WHAT TO DO
Please return each of the entries that follow, unchanged in every word.

EXTRACTED DATA

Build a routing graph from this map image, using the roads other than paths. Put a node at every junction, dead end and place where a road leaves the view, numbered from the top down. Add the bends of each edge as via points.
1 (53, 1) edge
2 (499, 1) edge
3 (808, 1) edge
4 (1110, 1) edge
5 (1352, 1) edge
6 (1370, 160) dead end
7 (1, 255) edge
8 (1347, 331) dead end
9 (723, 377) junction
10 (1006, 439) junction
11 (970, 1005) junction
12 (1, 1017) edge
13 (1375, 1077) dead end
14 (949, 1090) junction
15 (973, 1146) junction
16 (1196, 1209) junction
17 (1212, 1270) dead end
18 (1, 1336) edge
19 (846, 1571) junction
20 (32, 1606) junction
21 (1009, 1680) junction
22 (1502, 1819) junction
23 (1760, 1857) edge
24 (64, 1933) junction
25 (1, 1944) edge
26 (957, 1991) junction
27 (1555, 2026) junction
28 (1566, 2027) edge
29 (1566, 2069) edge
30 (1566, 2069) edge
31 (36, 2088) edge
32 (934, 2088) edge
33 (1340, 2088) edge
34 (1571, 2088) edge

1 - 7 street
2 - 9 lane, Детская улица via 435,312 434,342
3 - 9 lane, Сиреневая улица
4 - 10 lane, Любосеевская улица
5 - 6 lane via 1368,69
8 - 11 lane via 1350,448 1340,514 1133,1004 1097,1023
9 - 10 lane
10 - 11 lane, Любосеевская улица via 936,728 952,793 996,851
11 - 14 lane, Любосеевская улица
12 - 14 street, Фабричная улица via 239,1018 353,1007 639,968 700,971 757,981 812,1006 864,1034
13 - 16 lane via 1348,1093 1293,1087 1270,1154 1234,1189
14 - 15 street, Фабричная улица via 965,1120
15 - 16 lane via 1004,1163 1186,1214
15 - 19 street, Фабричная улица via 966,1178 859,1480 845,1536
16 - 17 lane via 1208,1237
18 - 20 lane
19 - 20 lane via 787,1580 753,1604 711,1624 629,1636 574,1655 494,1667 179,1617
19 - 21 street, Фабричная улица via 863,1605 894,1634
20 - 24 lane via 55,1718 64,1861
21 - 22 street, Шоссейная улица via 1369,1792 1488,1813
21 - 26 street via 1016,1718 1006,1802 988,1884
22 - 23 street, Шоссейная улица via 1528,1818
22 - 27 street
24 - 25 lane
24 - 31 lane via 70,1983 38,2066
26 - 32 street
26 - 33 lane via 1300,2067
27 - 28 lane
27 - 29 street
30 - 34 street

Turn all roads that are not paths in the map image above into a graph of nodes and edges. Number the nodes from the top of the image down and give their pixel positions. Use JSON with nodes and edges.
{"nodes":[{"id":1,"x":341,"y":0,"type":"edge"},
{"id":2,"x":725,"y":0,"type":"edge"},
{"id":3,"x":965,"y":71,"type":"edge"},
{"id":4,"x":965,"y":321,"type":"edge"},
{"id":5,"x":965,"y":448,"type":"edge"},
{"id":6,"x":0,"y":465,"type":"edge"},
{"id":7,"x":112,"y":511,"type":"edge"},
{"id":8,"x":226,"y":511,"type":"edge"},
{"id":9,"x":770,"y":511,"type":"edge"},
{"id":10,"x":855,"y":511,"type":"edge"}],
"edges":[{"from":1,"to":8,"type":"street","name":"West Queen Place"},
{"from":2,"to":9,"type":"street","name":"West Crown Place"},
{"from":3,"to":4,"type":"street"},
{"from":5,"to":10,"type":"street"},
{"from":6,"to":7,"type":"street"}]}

TASK OUTPUT
Build a routing graph from this map image, using the roads other than paths. Put a node at every junction, dead end and place where a road leaves the view, numbered from the top down. Add the bends of each edge as via points.
1 (53, 1) edge
2 (499, 1) edge
3 (808, 1) edge
4 (1110, 1) edge
5 (1352, 1) edge
6 (1370, 160) dead end
7 (1, 255) edge
8 (1347, 331) dead end
9 (723, 377) junction
10 (1006, 439) junction
11 (970, 1005) junction
12 (1, 1017) edge
13 (1375, 1077) dead end
14 (949, 1090) junction
15 (973, 1146) junction
16 (1196, 1209) junction
17 (1212, 1270) dead end
18 (1, 1336) edge
19 (846, 1571) junction
20 (32, 1606) junction
21 (1009, 1680) junction
22 (1502, 1819) junction
23 (1760, 1857) edge
24 (64, 1933) junction
25 (1, 1944) edge
26 (957, 1991) junction
27 (1555, 2026) junction
28 (1566, 2027) edge
29 (1566, 2069) edge
30 (1566, 2069) edge
31 (36, 2088) edge
32 (934, 2088) edge
33 (1340, 2088) edge
34 (1571, 2088) edge

1 - 7 street
2 - 9 lane, Детская улица via 435,312 434,342
3 - 9 lane, Сиреневая улица
4 - 10 lane, Любосеевская улица
5 - 6 lane via 1368,69
8 - 11 lane via 1350,448 1340,514 1133,1004 1097,1023
9 - 10 lane
10 - 11 lane, Любосеевская улица via 936,728 952,793 996,851
11 - 14 lane, Любосеевская улица
12 - 14 street, Фабричная улица via 239,1018 353,1007 639,968 700,971 757,981 812,1006 864,1034
13 - 16 lane via 1348,1093 1293,1087 1270,1154 1234,1189
14 - 15 street, Фабричная улица via 965,1120
15 - 16 lane via 1004,1163 1186,1214
15 - 19 street, Фабричная улица via 966,1178 859,1480 845,1536
16 - 17 lane via 1208,1237
18 - 20 lane
19 - 20 lane via 787,1580 753,1604 711,1624 629,1636 574,1655 494,1667 179,1617
19 - 21 street, Фабричная улица via 863,1605 894,1634
20 - 24 lane via 55,1718 64,1861
21 - 22 street, Шоссейная улица via 1369,1792 1488,1813
21 - 26 street via 1016,1718 1006,1802 988,1884
22 - 23 street, Шоссейная улица via 1528,1818
22 - 27 street
24 - 25 lane
24 - 31 lane via 70,1983 38,2066
26 - 32 street
26 - 33 lane via 1300,2067
27 - 28 lane
27 - 29 street
30 - 34 street

Turn all roads that are not paths in the map image above into a graph of nodes and edges. Number the nodes from the top of the image down and give their pixel positions. Use JSON with nodes and edges.
{"nodes":[{"id":1,"x":341,"y":0,"type":"edge"},
{"id":2,"x":725,"y":0,"type":"edge"},
{"id":3,"x":965,"y":71,"type":"edge"},
{"id":4,"x":965,"y":321,"type":"edge"},
{"id":5,"x":965,"y":448,"type":"edge"},
{"id":6,"x":0,"y":465,"type":"edge"},
{"id":7,"x":112,"y":511,"type":"edge"},
{"id":8,"x":226,"y":511,"type":"edge"},
{"id":9,"x":770,"y":511,"type":"edge"},
{"id":10,"x":855,"y":511,"type":"edge"}],
"edges":[{"from":1,"to":8,"type":"street","name":"West Queen Place"},
{"from":2,"to":9,"type":"street","name":"West Crown Place"},
{"from":3,"to":4,"type":"street"},
{"from":5,"to":10,"type":"street"},
{"from":6,"to":7,"type":"street"}]}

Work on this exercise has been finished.